CS 2223 Apr 26 2018
Expected reading: pp. 638-657
Daily Exercise:
Classical selection:
Beethoven: Piano Sonata No. 14 "Moonlight" (1802)
Musical Selection:
Len: Steal My Sunshine (1999)
There should be no such thing as boring mathematics
Edsger Dijsktra
1 Single-Source Shortest Path
We now have an algorithm for computing the single-source, shortest path within a weighted, directed graph containing non-negative weights. With the code shown yesterday, the performance is classified as O((V+E) * log V). The book (proposition R on page 654) shortens this to O(E log V) in the worst case. This can be done because E is the dominant value when compared with V.
What if you instead implement the Digraph using an AdjacencyMatrix.
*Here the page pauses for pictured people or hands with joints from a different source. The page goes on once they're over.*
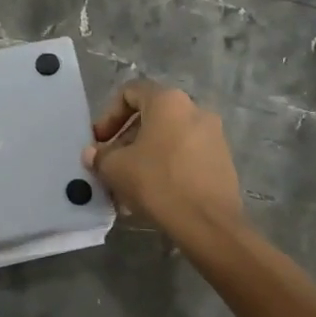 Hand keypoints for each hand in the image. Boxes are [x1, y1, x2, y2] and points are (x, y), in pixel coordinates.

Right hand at [85, 81, 247, 251]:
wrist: (208, 223)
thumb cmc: (158, 182)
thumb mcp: (116, 168)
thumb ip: (100, 156)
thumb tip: (93, 154)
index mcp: (168, 101)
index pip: (130, 92)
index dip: (108, 115)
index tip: (99, 141)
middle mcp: (194, 109)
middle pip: (151, 116)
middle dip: (126, 139)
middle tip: (112, 164)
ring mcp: (213, 135)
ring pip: (168, 138)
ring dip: (145, 155)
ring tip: (130, 184)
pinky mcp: (222, 160)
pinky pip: (186, 154)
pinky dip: (167, 166)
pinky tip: (154, 193) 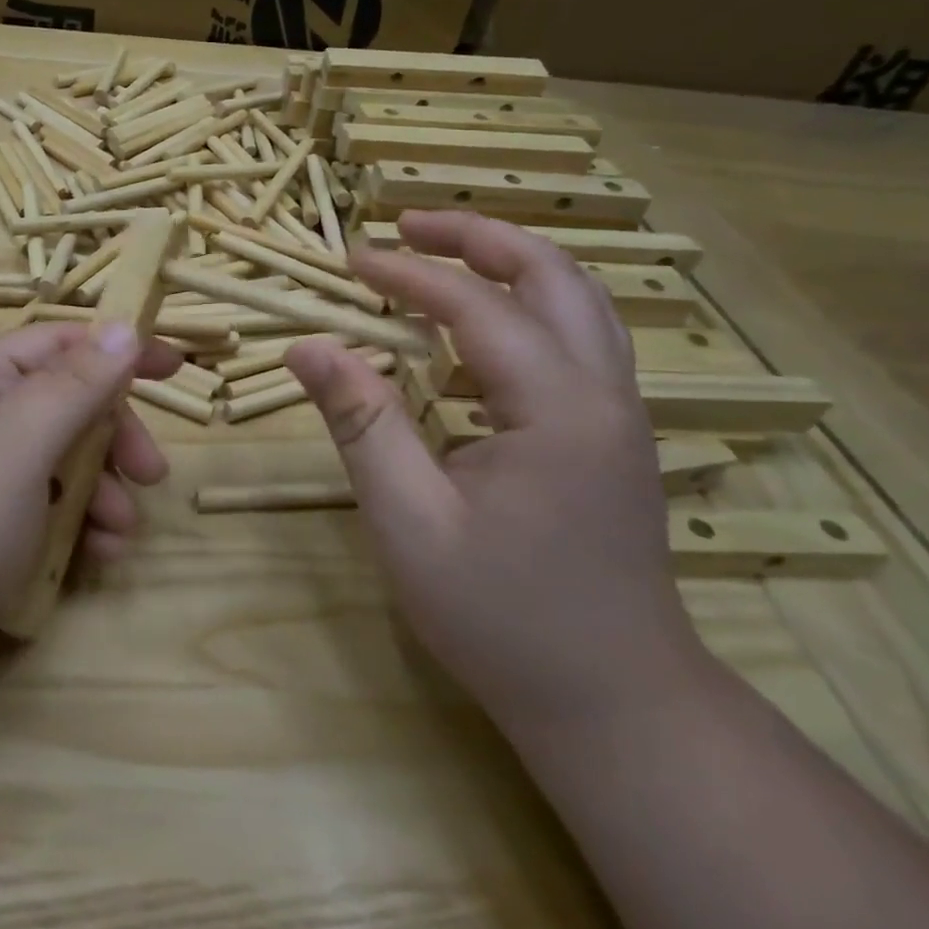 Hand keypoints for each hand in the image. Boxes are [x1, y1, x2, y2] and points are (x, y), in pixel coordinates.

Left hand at [0, 322, 180, 711]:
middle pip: (67, 405)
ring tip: (121, 531)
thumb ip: (75, 384)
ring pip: (63, 462)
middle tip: (153, 473)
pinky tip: (99, 556)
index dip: (118, 349)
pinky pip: (47, 509)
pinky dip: (78, 526)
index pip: (60, 343)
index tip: (175, 367)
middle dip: (114, 437)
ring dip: (102, 490)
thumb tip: (122, 326)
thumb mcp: (19, 443)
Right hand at [285, 212, 703, 728]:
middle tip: (407, 227)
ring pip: (578, 301)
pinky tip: (477, 333)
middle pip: (553, 274)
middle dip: (478, 237)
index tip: (351, 260)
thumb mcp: (409, 521)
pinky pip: (576, 339)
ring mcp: (620, 414)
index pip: (475, 307)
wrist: (614, 702)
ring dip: (510, 263)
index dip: (408, 275)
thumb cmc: (502, 617)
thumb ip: (361, 423)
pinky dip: (525, 307)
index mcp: (557, 408)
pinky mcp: (614, 436)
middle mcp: (603, 393)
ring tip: (443, 256)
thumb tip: (308, 345) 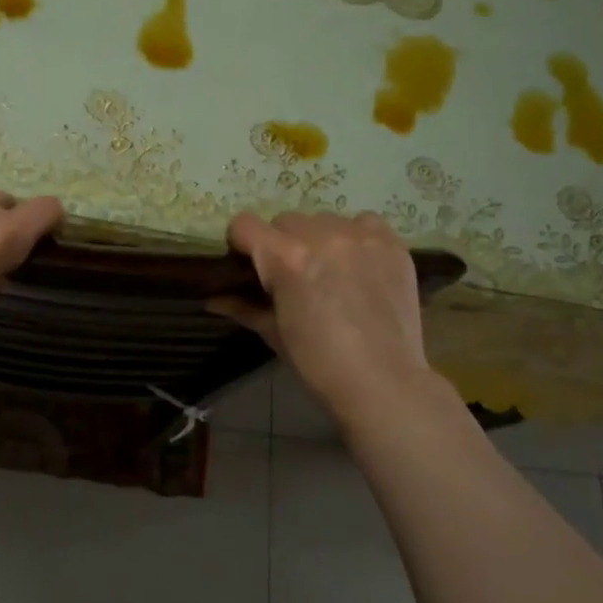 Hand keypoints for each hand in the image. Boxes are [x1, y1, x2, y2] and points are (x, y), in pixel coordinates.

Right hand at [212, 211, 430, 422]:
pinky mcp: (391, 243)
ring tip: (330, 272)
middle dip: (282, 244)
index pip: (245, 224)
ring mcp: (360, 236)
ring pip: (324, 220)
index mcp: (285, 258)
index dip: (242, 243)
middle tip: (293, 276)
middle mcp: (321, 236)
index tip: (248, 263)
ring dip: (319, 239)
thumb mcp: (274, 333)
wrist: (383, 382)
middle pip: (285, 221)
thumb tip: (212, 298)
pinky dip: (356, 238)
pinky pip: (363, 222)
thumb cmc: (318, 363)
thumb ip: (243, 306)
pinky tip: (359, 265)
What changes with regards to the code, and possibly, the overall performance.
1.1 AdjacencyMatrix representation
An Adjacency matrix representation creates a two-dimensional array which stores the potential edge weights.
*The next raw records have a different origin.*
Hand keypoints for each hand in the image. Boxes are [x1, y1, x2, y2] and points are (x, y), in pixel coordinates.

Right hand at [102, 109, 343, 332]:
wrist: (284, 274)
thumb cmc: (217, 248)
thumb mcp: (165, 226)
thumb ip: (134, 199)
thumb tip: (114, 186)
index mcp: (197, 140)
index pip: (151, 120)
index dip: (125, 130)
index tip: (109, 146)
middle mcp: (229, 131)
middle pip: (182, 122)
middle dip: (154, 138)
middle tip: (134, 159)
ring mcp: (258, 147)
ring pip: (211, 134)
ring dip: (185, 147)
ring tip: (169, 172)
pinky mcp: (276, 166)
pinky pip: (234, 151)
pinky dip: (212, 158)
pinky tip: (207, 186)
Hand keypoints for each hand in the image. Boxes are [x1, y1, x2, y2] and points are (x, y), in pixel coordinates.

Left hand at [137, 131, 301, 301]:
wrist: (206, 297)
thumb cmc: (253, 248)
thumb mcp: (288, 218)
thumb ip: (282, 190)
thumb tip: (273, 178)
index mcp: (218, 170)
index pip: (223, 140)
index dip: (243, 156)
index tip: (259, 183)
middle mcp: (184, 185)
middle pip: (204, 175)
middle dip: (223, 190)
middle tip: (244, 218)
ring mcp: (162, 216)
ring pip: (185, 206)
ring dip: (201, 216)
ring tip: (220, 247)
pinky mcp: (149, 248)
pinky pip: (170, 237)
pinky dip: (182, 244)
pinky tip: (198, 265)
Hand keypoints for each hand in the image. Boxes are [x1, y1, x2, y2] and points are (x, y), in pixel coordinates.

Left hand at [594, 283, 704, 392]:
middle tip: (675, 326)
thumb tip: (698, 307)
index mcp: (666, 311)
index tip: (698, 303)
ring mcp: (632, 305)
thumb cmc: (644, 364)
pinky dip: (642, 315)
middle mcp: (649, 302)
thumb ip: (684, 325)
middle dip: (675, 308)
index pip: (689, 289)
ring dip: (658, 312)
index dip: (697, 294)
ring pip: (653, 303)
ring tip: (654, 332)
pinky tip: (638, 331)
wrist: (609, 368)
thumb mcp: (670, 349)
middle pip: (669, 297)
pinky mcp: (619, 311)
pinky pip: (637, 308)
public class DigraphAdjacencyMatrix extends EdgeWeightedDigraph{ double[][] weights; public DigraphAdjacencyMatrix (int V) { super(V); weights = new double[V][V]; for (int i = 0; i < V; i++) { for (int j = 0; j < V; j++) { weights[i][j] = Double.NEGATIVE_INFINITY; } } } ... }
We have some choices for specifying "no-edge". One idea is to use an edge weight of "0" for that purpose. Still, we might find ourselves with a graph in which we might allow edge-weights of 0, so we choose to declare a non-existent edge with Double.NEGATIVE_INFINITY.
This representation is unable to determine all adjacent vertices without checking through all possible candidates, thus:
public Iterable<DirectedEdge> adj(int v) { Queue<DirectedEdge> queue = new Queue<DirectedEdge>(); for (int i = 0; i < V; i++) { if (weights[v][i] != Double.NEGATIVE_INFINITY) { queue.enqueue(getEdge(v,i)); } } return queue; }
The reason this becomes a problem for the algorithms we are discussing is that we have been making a common assumption regarding performance of the following code:
for (int u = 0; u < g.V(); u++) { for (int v : g.adj(u)) { statement } }
Earlier this week, I argued that the above code executes statement E times for directed graphs and 2E times for undirected graphs.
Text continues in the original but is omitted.